It wasn't the normal judge that listened to our arguments, it was a new judge. He listed as the animal control officer read his report. He listened to me tell the story of how I came home to find my goats dying behind the shed. How I yelled at Atticus to get him off Penny and Atticus ran home. How I tried so many people looking for someone to shoot the goats before the sheriff came and we found the goats had finally died by themselves. How I'd been concerned enough about Atticus the week prior to bring one goat inside the house to keep it away from the dog. How my mother is afraid enough of Atticus that she went inside and closed the door every time the dog came over.

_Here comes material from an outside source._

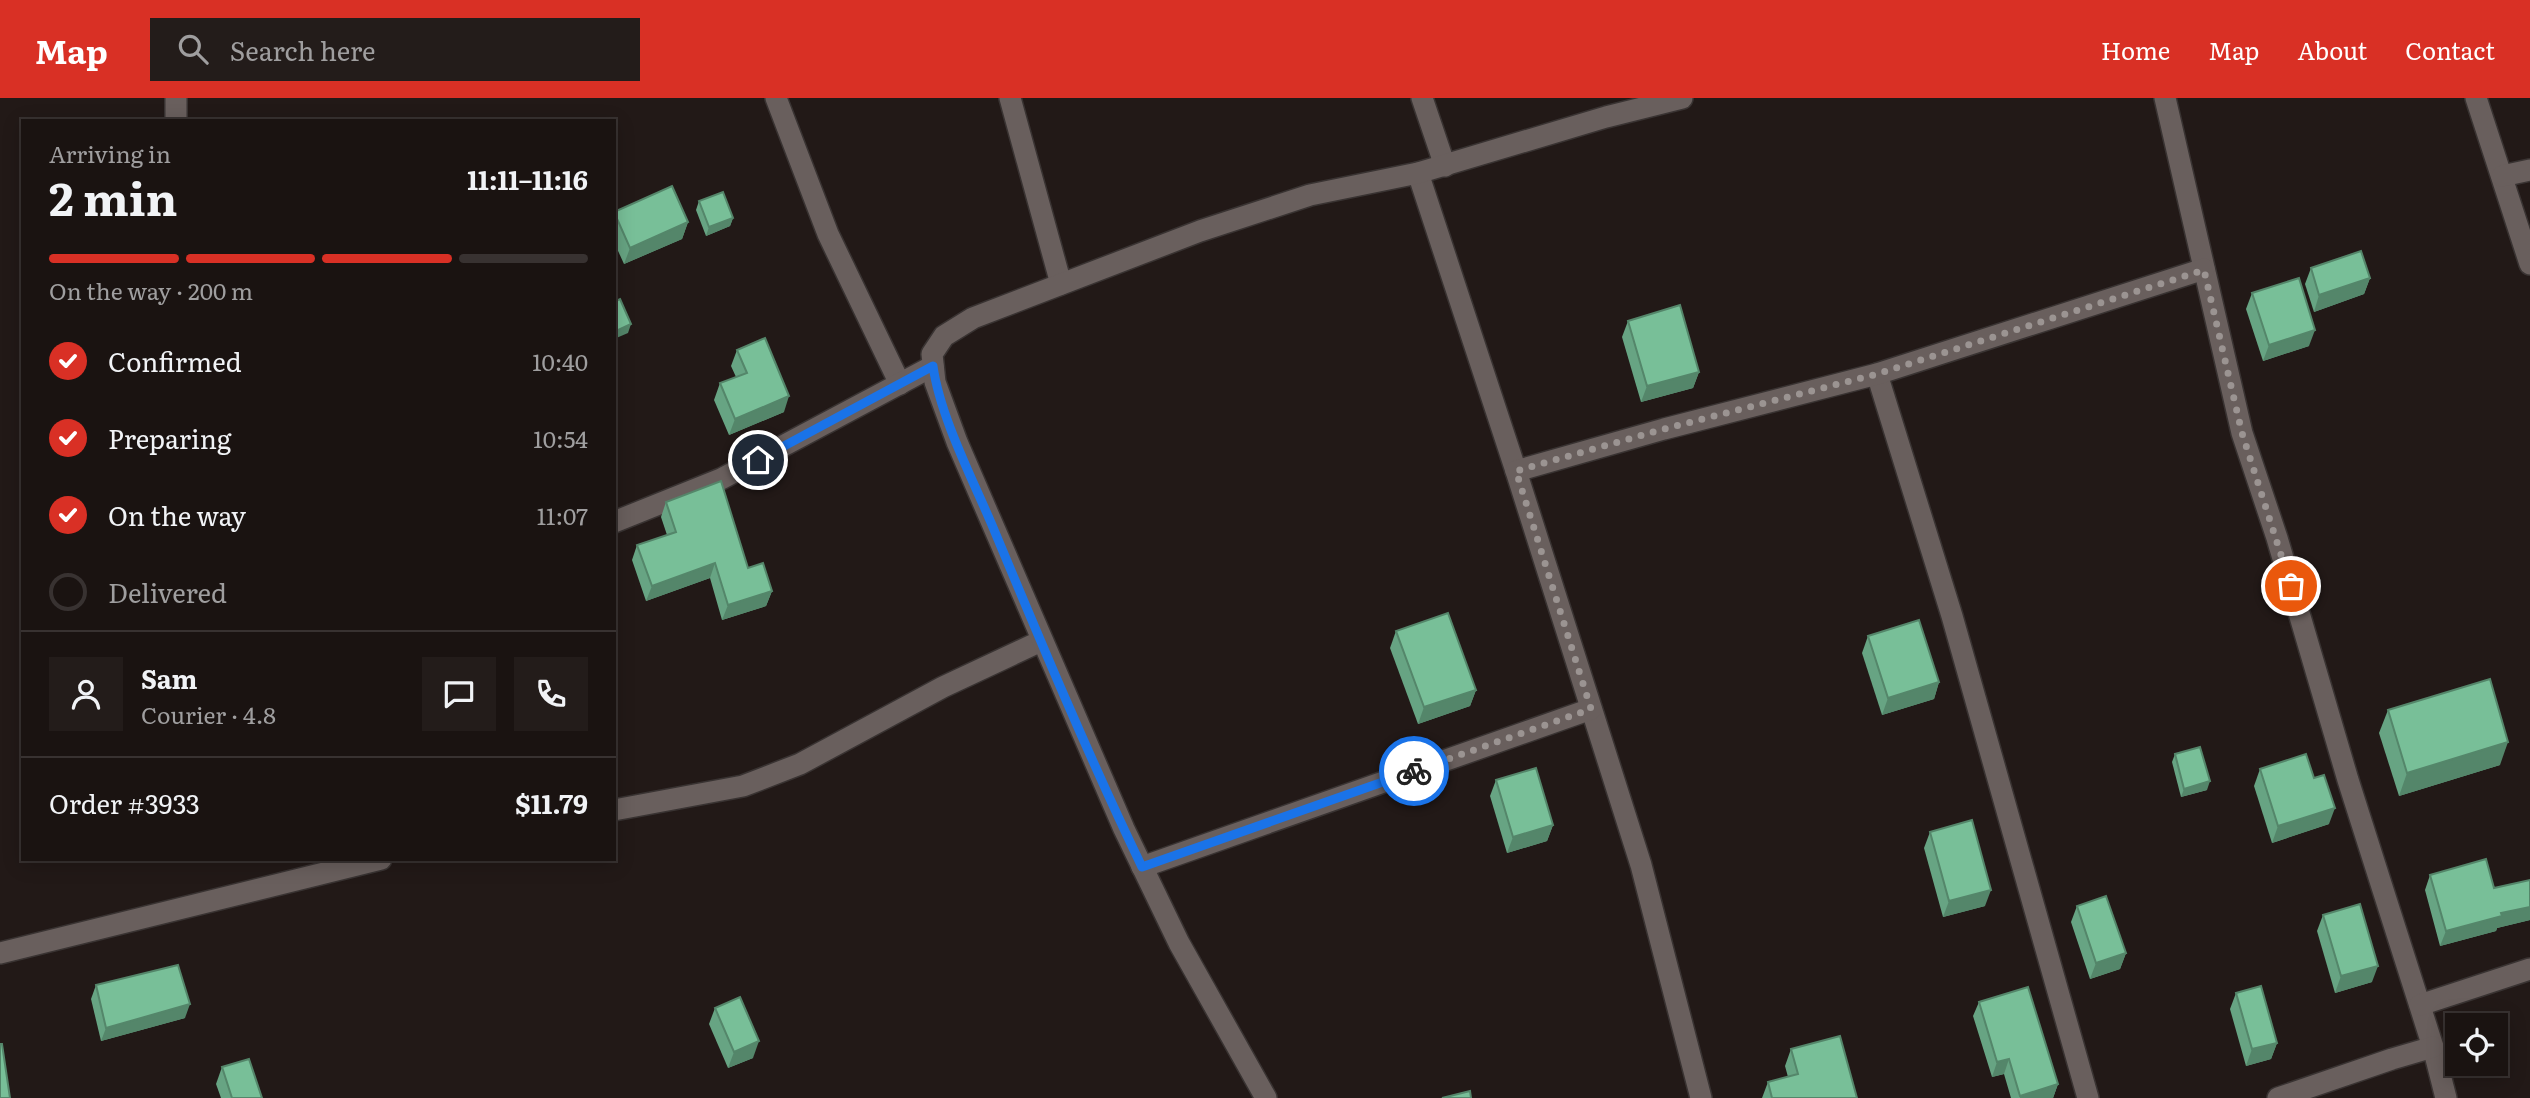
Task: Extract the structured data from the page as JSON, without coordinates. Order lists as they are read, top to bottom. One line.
{"page":{"header":"Map","search":"Search here","nav":["Home","Map","About","Contact"],"heading":["2 min","Arriving in","11:11–11:16"],"panel":["Sam","Courier · 4.8","Order #3933","$11.79"],"bar":"On the way · 200 m","list":[["Confirmed","10:40"],["Preparing","10:54"],["On the way","11:07"],"Delivered"]}}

Then the judge listened as my neighbor spoke about where she was born and grew up, how many dogs she's rescued, how beautiful Atticus is. How she's an expert on goats because her ex-husband was nicknamed "goat." How a dog belonging to the previous owner of my house killed a cat she was catsitting and the cat was a member of the family because it had slept in the same bed as the owner for 10 years. How it's harsh country up where we live. How everyone on the street has lost at least one animal and that's just part of living where we live. How someone is leaving deer carcasses in the woods. How she can't imagine Atticus hurting anything because she wouldn't keep a dangerous dog. How she thinks that a wild animal killed my goats and Atticus just happened to discover it later. How she has purchased an invisible fence (she showed it to us, still in Petsmart bags) and will install it soon, but her dogs might run through it. How she brings the dogs out to the country to let them run because they don't have running space in the city. How her dog doors let her dogs out, but might let wild animals in. How she worries that if another wild animal kills another of my animals, I might blame her again. How she installed fence for her birds and she knows how hard it is on our rocky land. I wouldn't have been surprised if she brought the kitchen sink into her argument. It had everything but.
She told all of this about 5 times, in one big, long rush, barely pausing for air. The judge listened to it all and the rest of us listened with him.
Then he ordered her to keep her dogs on her property and me to keep my dogs on my property. There's one difference. I got a piece of paper with the judge's signature on it and the words "confine and keep on her property," referring to the neighbor and her dogs. The neighbor got the certainty that if her dog comes to my place again, I can shoot it.
No, I'm not happy. I don't see any winners here. I'm sad the neighbor has pushed it to this, but now she knows I will do whatever I have to do to keep my charges safe. This little saga has bumped forward a little bit. And now it's time to lay more track.